EXERCISE REQUIREMENTS →
Retype all of the entries word for word.
:: THE DATA
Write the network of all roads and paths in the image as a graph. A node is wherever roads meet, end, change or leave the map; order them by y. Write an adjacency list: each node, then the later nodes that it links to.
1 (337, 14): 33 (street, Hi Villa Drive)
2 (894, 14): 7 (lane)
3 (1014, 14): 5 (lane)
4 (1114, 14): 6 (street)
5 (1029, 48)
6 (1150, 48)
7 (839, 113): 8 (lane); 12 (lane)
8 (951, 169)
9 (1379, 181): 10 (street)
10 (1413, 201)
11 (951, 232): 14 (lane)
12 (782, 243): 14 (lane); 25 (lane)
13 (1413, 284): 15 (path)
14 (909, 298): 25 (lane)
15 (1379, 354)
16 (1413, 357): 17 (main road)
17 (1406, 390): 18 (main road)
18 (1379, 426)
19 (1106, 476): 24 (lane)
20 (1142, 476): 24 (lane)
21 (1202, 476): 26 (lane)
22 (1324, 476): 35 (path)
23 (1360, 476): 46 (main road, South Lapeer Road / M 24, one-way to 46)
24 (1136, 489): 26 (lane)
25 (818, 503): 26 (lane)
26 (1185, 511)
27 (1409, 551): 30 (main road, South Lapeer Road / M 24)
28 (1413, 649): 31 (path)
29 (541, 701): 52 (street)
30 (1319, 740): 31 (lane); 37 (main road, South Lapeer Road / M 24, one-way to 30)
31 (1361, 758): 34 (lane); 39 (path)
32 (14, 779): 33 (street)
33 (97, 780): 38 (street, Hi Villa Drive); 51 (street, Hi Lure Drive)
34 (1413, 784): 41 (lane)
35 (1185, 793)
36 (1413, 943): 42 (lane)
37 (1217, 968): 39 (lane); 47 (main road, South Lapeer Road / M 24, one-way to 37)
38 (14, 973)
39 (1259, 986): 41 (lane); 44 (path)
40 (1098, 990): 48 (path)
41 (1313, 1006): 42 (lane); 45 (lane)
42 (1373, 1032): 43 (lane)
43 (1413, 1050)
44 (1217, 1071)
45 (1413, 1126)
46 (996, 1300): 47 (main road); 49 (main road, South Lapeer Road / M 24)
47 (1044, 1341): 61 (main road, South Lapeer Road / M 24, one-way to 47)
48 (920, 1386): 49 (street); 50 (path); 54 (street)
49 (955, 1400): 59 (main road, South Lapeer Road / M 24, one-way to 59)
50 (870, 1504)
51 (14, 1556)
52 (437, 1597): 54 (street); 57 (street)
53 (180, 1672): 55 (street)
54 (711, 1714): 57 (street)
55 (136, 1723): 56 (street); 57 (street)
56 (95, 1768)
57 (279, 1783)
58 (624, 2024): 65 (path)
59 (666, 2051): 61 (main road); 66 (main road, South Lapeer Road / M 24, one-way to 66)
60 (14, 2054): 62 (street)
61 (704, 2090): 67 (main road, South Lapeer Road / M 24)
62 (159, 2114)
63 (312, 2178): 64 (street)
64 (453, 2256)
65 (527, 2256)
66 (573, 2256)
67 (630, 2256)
::::
WRITTEN SOLUTION →
Write the network of all roads and paths in the image as a graph. A node is wherever roads meet, end, change or leave the map; order them by y. Write an adjacency list: each node, then the later nodes that it links to.
1 (337, 14): 33 (street, Hi Villa Drive)
2 (894, 14): 7 (lane)
3 (1014, 14): 5 (lane)
4 (1114, 14): 6 (street)
5 (1029, 48)
6 (1150, 48)
7 (839, 113): 8 (lane); 12 (lane)
8 (951, 169)
9 (1379, 181): 10 (street)
10 (1413, 201)
11 (951, 232): 14 (lane)
12 (782, 243): 14 (lane); 25 (lane)
13 (1413, 284): 15 (path)
14 (909, 298): 25 (lane)
15 (1379, 354)
16 (1413, 357): 17 (main road)
17 (1406, 390): 18 (main road)
18 (1379, 426)
19 (1106, 476): 24 (lane)
20 (1142, 476): 24 (lane)
21 (1202, 476): 26 (lane)
22 (1324, 476): 35 (path)
23 (1360, 476): 46 (main road, South Lapeer Road / M 24, one-way to 46)
24 (1136, 489): 26 (lane)
25 (818, 503): 26 (lane)
26 (1185, 511)
27 (1409, 551): 30 (main road, South Lapeer Road / M 24)
28 (1413, 649): 31 (path)
29 (541, 701): 52 (street)
30 (1319, 740): 31 (lane); 37 (main road, South Lapeer Road / M 24, one-way to 30)
31 (1361, 758): 34 (lane); 39 (path)
32 (14, 779): 33 (street)
33 (97, 780): 38 (street, Hi Villa Drive); 51 (street, Hi Lure Drive)
34 (1413, 784): 41 (lane)
35 (1185, 793)
36 (1413, 943): 42 (lane)
37 (1217, 968): 39 (lane); 47 (main road, South Lapeer Road / M 24, one-way to 37)
38 (14, 973)
39 (1259, 986): 41 (lane); 44 (path)
40 (1098, 990): 48 (path)
41 (1313, 1006): 42 (lane); 45 (lane)
42 (1373, 1032): 43 (lane)
43 (1413, 1050)
44 (1217, 1071)
45 (1413, 1126)
46 (996, 1300): 47 (main road); 49 (main road, South Lapeer Road / M 24)
47 (1044, 1341): 61 (main road, South Lapeer Road / M 24, one-way to 47)
48 (920, 1386): 49 (street); 50 (path); 54 (street)
49 (955, 1400): 59 (main road, South Lapeer Road / M 24, one-way to 59)
50 (870, 1504)
51 (14, 1556)
52 (437, 1597): 54 (street); 57 (street)
53 (180, 1672): 55 (street)
54 (711, 1714): 57 (street)
55 (136, 1723): 56 (street); 57 (street)
56 (95, 1768)
57 (279, 1783)
58 (624, 2024): 65 (path)
59 (666, 2051): 61 (main road); 66 (main road, South Lapeer Road / M 24, one-way to 66)
60 (14, 2054): 62 (street)
61 (704, 2090): 67 (main road, South Lapeer Road / M 24)
62 (159, 2114)
63 (312, 2178): 64 (street)
64 (453, 2256)
65 (527, 2256)
66 (573, 2256)
67 (630, 2256)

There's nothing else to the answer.